Annie, pictured here, is a 12th grade student from Charlotte, North Carolina.


I started high school during the height of the pandemic, when deeply rooted systemic flaws within the education system were becoming increasingly exposed. The achievement gap for low-income and BIPOC students was widening, districts across the country hemorrhaged teachers, and major educational policy decisions were being made with little to no consideration of the student voices. Ultimately, these crises and injustices of the education system all share a common trait: they prevent students from receiving an education that can best prepare them for their future. In joining Our Turn, I have found an organization that strives to ensure schools and districts across the country Fully Invest in Our Futures. These investments cover a wide swath of priorities from more equitable school funding, to more affordable higher education, to practical curriculum. Most importantly, students should have some input on how these investments are made for their own futures.

Now, as a high school senior, the importance of investments in our futures is more clear to me than ever before. My peers and I grapple with the reality of what financing a college education looks like, and how it is increasingly unrealistic for working American families. Furthermore, in North Carolina and many other states, undocumented students face even greater barriers to paying for college as they are not entitled to in-state tuition, making an affordable four year degree nearly impossible to receive without undertaking massive amounts of debt.

Education policies that invest in our futures are education policies that allow for higher education to be a right that all students can pursue if they so choose.

Skyrocketing education costs are far from the only barrier for students to fully actualize their potential in education. School funding, a major indicator of student success rates, and access to advanced classes are not nearly equitable. In my home school district of Charlotte Mecklenburg Schools, working with students across the district has made it clear to me that there are stark divides across my city. Students from low-income schools are exposed to far fewer opportunities for rigorous coursework and even extracurricular activities, which hinders college admissions chances. Furthermore, Charlotte has a long history of using infrastructure to maintain racial segregation meaning these inequities are not only along financial lines, but racial lines as well. Fully investing in our futures does not mean fully investing in some of our futures. Under a just education system, the median income of your ZIP code does not serve as a determinant of your success not only in K-12 education, but in career and higher education opportunities for the rest of your life.

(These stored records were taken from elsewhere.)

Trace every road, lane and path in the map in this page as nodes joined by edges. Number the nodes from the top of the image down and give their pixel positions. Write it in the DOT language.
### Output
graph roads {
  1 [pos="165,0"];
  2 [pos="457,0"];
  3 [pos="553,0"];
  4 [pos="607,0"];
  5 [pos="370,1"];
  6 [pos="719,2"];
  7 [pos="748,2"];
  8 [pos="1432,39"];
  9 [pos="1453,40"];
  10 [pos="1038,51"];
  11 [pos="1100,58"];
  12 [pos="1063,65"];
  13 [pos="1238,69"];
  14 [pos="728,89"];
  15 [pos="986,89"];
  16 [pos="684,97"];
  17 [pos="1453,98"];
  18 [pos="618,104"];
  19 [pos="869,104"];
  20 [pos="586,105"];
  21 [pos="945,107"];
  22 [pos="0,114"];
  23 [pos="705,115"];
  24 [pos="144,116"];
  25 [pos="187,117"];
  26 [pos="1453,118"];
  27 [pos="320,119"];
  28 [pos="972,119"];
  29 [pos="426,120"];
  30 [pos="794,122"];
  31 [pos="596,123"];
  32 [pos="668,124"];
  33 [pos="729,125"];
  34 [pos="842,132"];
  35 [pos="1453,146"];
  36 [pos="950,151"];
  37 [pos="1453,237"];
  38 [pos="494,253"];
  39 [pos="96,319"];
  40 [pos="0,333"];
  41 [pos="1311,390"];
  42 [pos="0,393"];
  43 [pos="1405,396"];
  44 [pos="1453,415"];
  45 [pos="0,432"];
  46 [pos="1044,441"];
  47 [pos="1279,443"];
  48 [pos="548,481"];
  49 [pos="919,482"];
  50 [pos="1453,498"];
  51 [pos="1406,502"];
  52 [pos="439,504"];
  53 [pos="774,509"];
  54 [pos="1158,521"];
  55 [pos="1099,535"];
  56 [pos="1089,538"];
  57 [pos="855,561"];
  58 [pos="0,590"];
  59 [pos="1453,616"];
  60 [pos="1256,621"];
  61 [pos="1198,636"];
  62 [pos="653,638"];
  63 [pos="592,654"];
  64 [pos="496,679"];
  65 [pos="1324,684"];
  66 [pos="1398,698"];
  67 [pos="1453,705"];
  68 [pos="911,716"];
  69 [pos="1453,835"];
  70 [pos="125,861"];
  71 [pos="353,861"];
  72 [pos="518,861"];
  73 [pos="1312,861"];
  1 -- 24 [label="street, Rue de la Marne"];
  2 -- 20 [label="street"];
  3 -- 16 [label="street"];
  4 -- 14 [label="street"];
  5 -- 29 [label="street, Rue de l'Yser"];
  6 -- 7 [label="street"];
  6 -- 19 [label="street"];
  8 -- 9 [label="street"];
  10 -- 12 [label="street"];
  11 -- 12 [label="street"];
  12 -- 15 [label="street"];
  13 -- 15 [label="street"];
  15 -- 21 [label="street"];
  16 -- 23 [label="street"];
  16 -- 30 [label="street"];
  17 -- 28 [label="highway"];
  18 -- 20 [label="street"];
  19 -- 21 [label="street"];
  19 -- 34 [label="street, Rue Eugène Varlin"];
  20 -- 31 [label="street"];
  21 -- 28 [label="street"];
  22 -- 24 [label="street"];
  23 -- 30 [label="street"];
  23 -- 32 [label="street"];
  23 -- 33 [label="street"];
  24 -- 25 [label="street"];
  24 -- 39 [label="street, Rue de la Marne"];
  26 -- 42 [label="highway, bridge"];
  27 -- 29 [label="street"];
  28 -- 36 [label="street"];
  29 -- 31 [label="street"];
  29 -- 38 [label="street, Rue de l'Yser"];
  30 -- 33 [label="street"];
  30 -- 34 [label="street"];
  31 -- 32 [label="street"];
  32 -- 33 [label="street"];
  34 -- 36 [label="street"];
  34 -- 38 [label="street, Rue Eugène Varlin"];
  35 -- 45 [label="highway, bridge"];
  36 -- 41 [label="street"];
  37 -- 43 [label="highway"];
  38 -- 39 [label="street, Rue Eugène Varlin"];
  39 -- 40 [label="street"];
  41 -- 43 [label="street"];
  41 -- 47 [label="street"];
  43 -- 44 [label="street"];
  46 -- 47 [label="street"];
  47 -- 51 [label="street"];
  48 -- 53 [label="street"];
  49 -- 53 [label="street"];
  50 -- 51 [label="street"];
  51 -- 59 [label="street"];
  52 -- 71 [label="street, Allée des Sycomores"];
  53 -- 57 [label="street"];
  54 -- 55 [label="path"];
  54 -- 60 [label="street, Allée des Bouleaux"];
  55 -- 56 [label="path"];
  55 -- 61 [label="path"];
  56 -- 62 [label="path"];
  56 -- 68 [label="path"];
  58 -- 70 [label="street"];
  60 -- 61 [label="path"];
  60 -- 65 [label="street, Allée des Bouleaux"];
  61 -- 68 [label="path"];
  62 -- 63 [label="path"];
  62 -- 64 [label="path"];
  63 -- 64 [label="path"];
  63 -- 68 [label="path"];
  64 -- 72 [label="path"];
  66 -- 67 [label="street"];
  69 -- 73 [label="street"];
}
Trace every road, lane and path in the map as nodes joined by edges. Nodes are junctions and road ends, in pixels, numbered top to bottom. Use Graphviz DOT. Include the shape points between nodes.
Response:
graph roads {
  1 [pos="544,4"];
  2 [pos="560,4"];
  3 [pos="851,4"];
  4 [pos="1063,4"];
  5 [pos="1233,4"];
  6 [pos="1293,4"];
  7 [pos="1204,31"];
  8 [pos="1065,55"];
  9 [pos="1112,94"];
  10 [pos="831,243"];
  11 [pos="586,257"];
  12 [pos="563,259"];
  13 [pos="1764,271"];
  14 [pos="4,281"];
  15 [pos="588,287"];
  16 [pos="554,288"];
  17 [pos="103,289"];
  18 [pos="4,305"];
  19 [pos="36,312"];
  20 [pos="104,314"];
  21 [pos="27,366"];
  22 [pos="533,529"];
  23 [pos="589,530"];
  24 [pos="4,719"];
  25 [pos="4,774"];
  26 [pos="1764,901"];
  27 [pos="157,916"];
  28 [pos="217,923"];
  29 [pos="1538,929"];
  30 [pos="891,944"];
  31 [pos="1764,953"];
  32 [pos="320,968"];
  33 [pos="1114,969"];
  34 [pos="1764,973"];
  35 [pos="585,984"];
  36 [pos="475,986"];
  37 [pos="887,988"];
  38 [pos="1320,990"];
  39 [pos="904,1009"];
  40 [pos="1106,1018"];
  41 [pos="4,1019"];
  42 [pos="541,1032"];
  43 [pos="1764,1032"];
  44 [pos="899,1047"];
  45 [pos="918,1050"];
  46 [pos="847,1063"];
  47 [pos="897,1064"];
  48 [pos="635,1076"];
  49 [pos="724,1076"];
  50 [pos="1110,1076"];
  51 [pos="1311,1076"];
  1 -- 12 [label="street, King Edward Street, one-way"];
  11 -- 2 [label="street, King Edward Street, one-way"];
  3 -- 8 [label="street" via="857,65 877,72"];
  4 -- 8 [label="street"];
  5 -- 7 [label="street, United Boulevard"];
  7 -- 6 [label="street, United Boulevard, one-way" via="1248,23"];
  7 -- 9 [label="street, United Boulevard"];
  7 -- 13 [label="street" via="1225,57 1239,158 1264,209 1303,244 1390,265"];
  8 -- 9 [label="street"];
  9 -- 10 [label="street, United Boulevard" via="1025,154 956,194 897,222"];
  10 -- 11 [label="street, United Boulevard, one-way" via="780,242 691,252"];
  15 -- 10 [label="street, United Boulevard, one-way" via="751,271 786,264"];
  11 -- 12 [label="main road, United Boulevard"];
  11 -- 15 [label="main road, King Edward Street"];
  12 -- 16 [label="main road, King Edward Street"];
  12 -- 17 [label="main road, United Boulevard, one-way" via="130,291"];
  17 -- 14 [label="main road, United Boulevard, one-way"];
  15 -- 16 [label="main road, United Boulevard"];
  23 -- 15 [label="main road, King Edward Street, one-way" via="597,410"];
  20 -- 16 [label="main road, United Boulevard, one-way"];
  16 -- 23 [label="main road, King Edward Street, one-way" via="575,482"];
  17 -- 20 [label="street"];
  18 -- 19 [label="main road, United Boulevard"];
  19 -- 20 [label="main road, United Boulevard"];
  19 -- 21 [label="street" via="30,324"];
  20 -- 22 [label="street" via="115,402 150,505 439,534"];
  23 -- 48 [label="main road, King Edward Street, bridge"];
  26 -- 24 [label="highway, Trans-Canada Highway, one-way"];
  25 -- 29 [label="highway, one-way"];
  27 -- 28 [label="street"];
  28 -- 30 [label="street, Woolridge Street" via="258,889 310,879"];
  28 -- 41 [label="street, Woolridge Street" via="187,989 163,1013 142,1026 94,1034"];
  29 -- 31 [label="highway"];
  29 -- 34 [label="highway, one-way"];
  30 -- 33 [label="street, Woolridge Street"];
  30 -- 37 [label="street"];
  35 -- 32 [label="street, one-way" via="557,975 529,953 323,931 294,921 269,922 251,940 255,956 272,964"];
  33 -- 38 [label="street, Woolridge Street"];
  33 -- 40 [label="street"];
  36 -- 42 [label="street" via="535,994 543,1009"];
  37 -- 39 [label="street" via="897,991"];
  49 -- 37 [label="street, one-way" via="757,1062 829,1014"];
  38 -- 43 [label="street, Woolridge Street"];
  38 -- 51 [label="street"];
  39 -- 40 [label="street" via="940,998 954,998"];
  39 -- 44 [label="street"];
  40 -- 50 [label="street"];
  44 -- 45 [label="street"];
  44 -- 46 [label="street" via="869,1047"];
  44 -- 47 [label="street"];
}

I am proud to be a member of Our Turn because as an activist, I am a firm believer that massive amounts of our societal struggles can find resolution, or at least mitigation, in education. I call on school districts across the country to fully invest in our futures because through educational reforms to affordability, equity, and curriculum, students across the country can see an increase in economic mobility, and systemic barriers and inequalities can finally begin to break down.